Mon fidèle ami,

Tu n’étais au départ qu’un cri sur la Plessur, un miaulement de panique parmi d’autres miaulements, dans ce sac de toile qui petit à petit s’enfonçait au milieu du courant. A peine eus-je le temps de rattraper la jute, tu étais le dernier, tes frères et sœurs avaient déjà bu le bouillon.

Je t’ai ramené à la maison, le pelage humide, tes grands yeux hirsutes emplis de méfiance, le corps épuisé par la peur. Anny a bien voulu que nous te recueillions. Cette histoire, je te l’ai racontée cent fois, quand tu venais te blottir sur mes genoux devant la cheminée.

C’est ainsi que tu nous as accompagné, plus de dix ans, vivant avec nous les tourments de l’histoire, les nombreux déménagements, ma vie privée tout aussi tumultueuse, alimentée par ma terrible faiblesse.

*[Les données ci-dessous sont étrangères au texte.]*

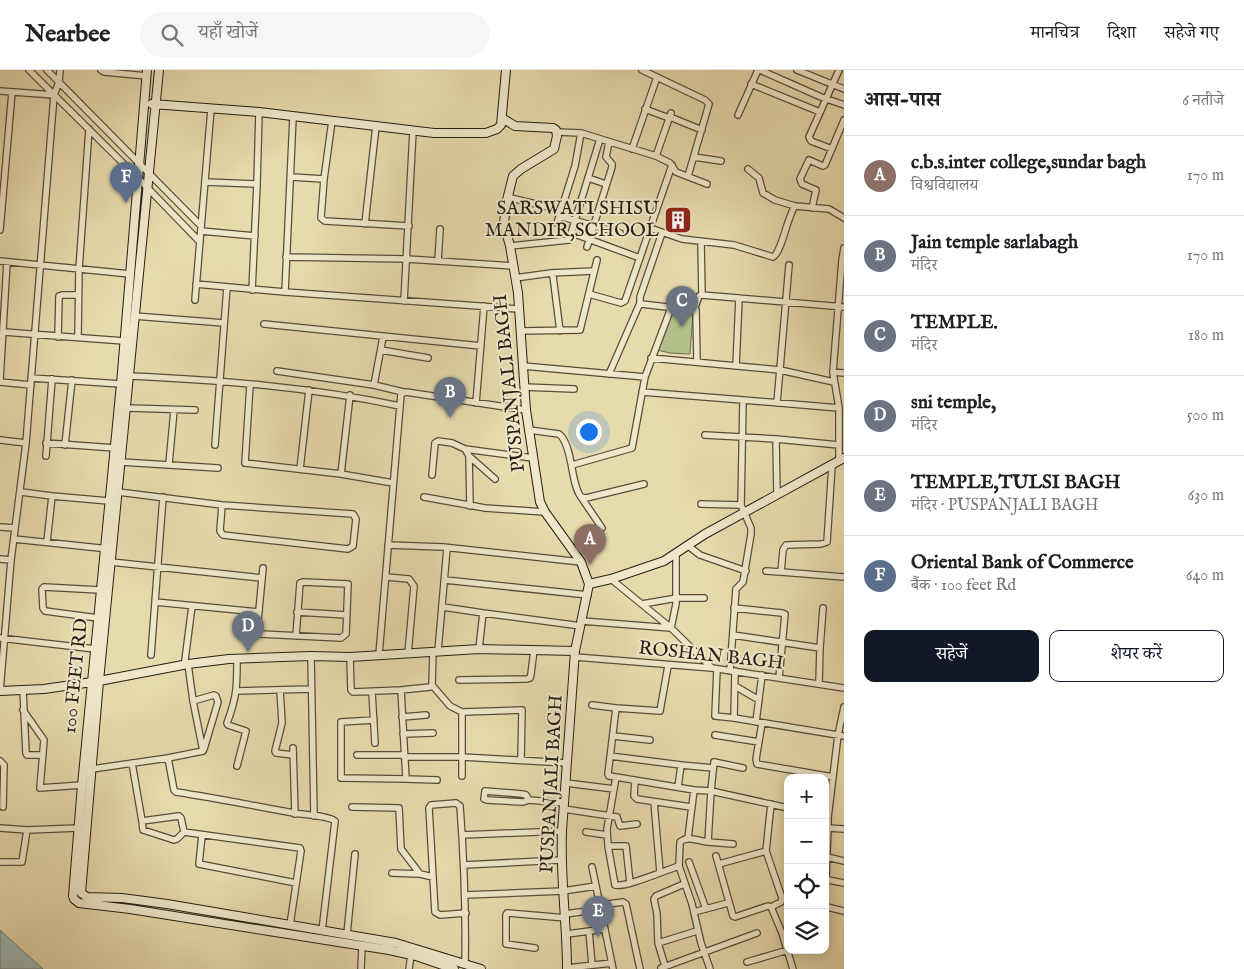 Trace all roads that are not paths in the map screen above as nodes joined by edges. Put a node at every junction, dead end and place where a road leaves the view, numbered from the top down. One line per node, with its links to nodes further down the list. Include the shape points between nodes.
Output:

Une toute autre faiblesse me fait aujourd’hui prendre la plume pour te demander ta clémence, comme l’Egyptien l’aurait fait il y a bien longtemps avec de multiples offrandes. Tu t’en doutes car tu l’as vécu, venant souvent miauler à la fenêtre de mon laboratoire : je suis reconnu comme l’un des plus grands physiciens de mon temps.

D’autres génies ont fait progresser la science en expérimentant leurs découvertes sur leur propre corps. Je n’en ai jamais eu le courage. C’est pourquoi j’en appelle à ton amitié, à notre histoire commune.

Oui, tu commences à comprendre, toi mon vieil ami, pourquoi ce matin je t’ai enfermé dans cette boîte sans lumière, sans trou d’aération, avec ce drôle d’instrument à aiguille, ce marteau et ce petit flacon. Tout au long de ces années, tu m’as fait confiance, moi ton sauveur, moi qui t’avais arraché à une mort certaine, et ce matin encore, dans cette boîte noire inhabituelle pour toi, tu as résisté à la panique, ton amour pour ton maître a supplanté ton instinct de survie.

Pourtant, probablement dans la minute qui a suivi la poussée de mon index sur l’interrupteur, le flacon s’est cassé. Tant que je n’ai pas rouvert la boîte, tu es potentiellement à la fois vivant et mort. C’est au moment où un regard, mon regard, se posera la première fois sur toi que la Nature décidera de ton état.

L’issue ne fait pourtant aucun doute, tu n’es pas une simple particule. Et pourtant comment faire autrement comprendre aux autres qu’il doit exister un instant un état où tu bascules d’un monde à l’autre, un espace de matière et de conscience qui relie la vie à la mort, où tu n’es plus l’un ou l’autre, mais peut-être les deux à la fois.

Pardonne-moi pour ton sacrifice. Sache que je ferai tout pour qu’il ne soit pas vain.